According to Health and Human Services, demand for emergency health care services is rapidly increasing, causing over-crowding and long wait-times in emergency departments (EDs) nationwide. New research from Columbia Business School shows that predictive analytics—that is, using data about ED demand to predict future demand—could help hospitals reduce wait times and improve care by diverting patients away from EDs before they become overcrowded.
Hospital diversions are intended to help patients get care faster by directing them away from overcrowded EDs and toward facilities that can care for them more appropriately and quickly. In current practice, diversion decisions are typically made based solely on information about current congestion—ie, if a maximum threshold is reached, then new patients will be diverted. However, the researchers suggest that by using predictions of when patient congestion is likely to build, hospitals could substantially reduce the wait times of patients seeking medical care from an ED.
"Patients on their way to the emergency room want to know that their emergency is going to be handled as expeditiously as possible," says Professor Carri Chan, coauthor of the study and Sidney Taurel Associate Professor of Business at Columbia Business School. "By using predictive modeling to develop more effective diversion policies, hospitals can reduce wait times for patients by up to 15%, improving care and customer satisfaction while at the same time saving time and money."

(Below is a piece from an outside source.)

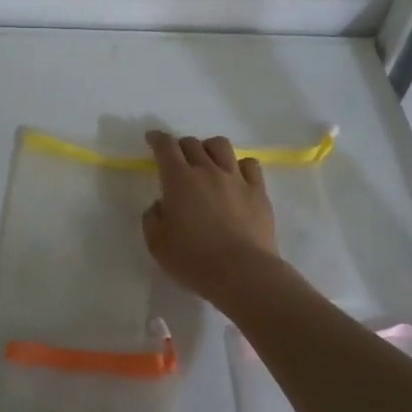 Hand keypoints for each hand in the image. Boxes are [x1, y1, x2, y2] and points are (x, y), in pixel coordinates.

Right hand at [142, 130, 282, 307]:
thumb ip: (153, 218)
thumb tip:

The study, titled "Using Future Information to Reduce Waiting Times in the Emergency Department via Diversion," coauthored by Chan and Kuang Xu of Stanford University, proposes a new algorithm to predict future emergency arrivals. This algorithm can be then be applied to make decisions about diverting incoming patients.
Chan concludes: "Using predictive analytics is a step towards eliminating the over-crowding and long wait times that plague may of today's emergency rooms, ensuring patients receive the care they need when they need it."